>>>>>

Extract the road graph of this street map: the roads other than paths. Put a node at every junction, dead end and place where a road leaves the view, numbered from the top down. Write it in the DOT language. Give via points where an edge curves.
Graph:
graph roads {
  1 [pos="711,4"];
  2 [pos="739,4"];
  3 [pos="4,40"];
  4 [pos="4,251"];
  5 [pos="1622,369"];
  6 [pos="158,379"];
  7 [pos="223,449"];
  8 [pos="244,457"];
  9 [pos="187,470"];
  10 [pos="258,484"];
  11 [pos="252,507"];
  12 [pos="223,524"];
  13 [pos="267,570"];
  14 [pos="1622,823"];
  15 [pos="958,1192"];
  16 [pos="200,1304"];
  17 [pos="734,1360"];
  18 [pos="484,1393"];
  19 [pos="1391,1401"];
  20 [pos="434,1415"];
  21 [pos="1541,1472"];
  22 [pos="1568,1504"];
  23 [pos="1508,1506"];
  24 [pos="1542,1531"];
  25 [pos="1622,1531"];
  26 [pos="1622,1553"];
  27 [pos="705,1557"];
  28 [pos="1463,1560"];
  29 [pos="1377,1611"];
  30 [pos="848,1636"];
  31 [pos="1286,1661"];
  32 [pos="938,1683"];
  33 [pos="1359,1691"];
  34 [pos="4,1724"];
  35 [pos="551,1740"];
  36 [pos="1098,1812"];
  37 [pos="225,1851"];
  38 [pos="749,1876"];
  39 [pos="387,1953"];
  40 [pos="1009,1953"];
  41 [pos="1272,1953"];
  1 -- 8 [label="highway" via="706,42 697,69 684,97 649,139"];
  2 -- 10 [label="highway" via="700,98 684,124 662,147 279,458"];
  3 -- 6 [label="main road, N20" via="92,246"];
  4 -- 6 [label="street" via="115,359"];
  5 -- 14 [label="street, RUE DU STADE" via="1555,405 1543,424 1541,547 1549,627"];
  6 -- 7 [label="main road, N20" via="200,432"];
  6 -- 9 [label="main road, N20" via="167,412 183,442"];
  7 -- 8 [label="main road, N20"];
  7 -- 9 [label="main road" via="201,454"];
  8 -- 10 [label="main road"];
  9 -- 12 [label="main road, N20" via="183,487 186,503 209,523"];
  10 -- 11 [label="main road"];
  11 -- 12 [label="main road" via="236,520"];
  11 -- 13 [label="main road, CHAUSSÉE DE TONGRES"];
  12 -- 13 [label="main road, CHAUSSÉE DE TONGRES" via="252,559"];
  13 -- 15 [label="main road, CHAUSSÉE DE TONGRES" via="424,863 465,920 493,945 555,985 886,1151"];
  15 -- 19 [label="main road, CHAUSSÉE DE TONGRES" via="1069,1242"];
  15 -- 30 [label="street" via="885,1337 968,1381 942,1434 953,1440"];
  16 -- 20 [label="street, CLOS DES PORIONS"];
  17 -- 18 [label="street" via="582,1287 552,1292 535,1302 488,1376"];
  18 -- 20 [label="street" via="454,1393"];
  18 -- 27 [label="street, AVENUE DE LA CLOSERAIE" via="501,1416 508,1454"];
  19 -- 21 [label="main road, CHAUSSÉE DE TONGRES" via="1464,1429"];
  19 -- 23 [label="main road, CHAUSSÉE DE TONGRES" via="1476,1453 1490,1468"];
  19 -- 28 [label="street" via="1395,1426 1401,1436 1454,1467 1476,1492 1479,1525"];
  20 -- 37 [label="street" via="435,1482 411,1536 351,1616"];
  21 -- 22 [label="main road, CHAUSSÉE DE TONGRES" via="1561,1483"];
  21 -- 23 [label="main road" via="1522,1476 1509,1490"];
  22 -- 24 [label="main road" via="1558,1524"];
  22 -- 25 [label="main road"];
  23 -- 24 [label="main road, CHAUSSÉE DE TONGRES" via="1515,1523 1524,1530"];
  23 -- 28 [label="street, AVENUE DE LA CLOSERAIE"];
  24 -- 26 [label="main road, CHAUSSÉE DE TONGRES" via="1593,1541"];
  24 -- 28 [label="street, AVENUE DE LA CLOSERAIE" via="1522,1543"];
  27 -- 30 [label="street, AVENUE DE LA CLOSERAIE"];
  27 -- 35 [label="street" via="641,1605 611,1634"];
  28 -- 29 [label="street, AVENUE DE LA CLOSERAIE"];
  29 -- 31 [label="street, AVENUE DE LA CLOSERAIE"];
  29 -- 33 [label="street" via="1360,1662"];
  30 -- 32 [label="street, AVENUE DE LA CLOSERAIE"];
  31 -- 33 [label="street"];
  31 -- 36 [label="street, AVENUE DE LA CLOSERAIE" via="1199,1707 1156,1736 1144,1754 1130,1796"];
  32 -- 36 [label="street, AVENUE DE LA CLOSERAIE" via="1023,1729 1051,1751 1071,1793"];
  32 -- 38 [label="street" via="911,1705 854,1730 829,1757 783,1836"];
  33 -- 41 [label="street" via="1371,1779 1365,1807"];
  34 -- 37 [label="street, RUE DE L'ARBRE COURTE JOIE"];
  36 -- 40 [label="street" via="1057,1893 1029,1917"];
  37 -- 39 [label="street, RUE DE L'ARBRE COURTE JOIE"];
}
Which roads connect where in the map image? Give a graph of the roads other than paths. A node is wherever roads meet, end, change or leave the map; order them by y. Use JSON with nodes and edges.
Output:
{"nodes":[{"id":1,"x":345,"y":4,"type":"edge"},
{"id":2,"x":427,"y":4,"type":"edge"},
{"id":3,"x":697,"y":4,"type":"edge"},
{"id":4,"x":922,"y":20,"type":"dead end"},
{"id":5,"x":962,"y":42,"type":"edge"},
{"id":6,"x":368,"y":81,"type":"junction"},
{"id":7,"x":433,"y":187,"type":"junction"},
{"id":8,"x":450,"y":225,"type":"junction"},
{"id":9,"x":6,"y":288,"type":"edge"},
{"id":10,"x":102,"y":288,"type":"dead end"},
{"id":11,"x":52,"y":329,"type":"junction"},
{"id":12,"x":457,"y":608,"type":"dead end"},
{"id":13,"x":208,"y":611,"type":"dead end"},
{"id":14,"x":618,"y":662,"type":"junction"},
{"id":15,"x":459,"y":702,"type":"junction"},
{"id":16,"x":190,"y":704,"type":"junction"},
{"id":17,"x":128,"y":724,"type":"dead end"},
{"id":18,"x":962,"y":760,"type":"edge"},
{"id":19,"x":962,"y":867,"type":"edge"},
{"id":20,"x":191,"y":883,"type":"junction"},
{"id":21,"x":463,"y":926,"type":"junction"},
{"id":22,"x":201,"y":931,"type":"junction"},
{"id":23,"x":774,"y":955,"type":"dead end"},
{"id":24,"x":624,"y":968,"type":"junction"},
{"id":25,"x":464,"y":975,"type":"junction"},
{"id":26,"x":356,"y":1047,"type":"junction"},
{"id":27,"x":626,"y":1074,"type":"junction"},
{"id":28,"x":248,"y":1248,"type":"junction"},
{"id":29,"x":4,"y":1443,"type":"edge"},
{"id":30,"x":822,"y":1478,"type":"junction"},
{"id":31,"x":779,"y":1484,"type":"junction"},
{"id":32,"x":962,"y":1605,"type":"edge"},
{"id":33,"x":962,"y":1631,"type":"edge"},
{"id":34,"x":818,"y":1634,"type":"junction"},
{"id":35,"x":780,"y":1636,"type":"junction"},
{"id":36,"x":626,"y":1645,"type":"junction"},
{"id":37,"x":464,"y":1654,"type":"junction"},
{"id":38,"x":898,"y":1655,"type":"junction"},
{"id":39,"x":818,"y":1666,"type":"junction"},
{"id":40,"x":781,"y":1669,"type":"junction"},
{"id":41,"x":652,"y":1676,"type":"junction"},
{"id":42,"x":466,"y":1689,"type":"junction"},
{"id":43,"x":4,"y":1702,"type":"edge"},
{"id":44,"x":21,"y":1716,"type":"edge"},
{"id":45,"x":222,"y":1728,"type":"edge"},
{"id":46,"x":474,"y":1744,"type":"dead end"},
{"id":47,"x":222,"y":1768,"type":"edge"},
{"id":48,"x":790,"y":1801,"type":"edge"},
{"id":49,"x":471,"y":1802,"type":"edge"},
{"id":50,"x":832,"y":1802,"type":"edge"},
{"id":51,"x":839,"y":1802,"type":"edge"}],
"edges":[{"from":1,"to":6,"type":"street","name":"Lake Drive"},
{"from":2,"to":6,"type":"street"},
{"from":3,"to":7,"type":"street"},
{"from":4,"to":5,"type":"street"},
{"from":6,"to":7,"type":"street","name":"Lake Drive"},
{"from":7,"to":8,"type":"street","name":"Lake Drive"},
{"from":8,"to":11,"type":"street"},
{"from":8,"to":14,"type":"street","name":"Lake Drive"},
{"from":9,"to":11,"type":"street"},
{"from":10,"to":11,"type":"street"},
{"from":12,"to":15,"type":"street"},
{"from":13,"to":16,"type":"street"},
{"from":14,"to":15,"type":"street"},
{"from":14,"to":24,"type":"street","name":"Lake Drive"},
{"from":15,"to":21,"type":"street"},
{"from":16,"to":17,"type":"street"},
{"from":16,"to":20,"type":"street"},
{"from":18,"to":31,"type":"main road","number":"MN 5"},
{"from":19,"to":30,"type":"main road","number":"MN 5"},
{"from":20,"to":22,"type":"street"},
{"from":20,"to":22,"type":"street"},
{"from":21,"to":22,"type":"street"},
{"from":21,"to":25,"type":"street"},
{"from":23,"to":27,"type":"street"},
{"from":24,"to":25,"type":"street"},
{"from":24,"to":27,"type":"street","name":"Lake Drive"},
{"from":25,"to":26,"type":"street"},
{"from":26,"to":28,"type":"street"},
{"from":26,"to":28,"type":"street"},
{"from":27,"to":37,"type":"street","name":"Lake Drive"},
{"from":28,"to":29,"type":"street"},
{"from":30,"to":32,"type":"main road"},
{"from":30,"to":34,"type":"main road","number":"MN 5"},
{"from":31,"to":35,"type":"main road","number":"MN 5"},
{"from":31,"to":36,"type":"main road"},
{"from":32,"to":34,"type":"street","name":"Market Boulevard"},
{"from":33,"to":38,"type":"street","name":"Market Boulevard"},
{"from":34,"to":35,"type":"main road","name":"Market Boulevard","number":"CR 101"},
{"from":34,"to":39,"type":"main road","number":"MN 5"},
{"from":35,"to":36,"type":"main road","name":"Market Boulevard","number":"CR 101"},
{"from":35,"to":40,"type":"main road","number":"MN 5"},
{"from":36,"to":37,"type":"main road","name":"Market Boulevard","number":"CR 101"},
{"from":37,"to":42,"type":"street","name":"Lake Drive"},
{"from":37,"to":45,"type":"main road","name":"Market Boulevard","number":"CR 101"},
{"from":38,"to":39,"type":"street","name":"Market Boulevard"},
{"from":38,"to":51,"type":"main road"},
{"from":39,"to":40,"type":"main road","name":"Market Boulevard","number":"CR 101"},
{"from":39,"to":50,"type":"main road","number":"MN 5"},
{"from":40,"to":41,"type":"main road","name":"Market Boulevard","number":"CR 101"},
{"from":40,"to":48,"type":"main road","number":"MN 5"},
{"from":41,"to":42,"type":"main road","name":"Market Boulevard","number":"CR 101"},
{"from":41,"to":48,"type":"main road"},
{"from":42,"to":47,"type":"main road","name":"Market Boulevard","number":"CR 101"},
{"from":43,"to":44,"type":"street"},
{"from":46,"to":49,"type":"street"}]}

<<<<<

ABOUT THIS EXERCISE ->
Where does the word "roads" show up in the material? Copy out each line that has it.

TASK SOLUTION ->
Extract the road graph of this street map: the roads other than paths. Put a node at every junction, dead end and place where a road leaves the view, numbered from the top down. Write it in the DOT language. Give via points where an edge curves.
graph roads {
Which roads connect where in the map image? Give a graph of the roads other than paths. A node is wherever roads meet, end, change or leave the map; order them by y. Use JSON with nodes and edges.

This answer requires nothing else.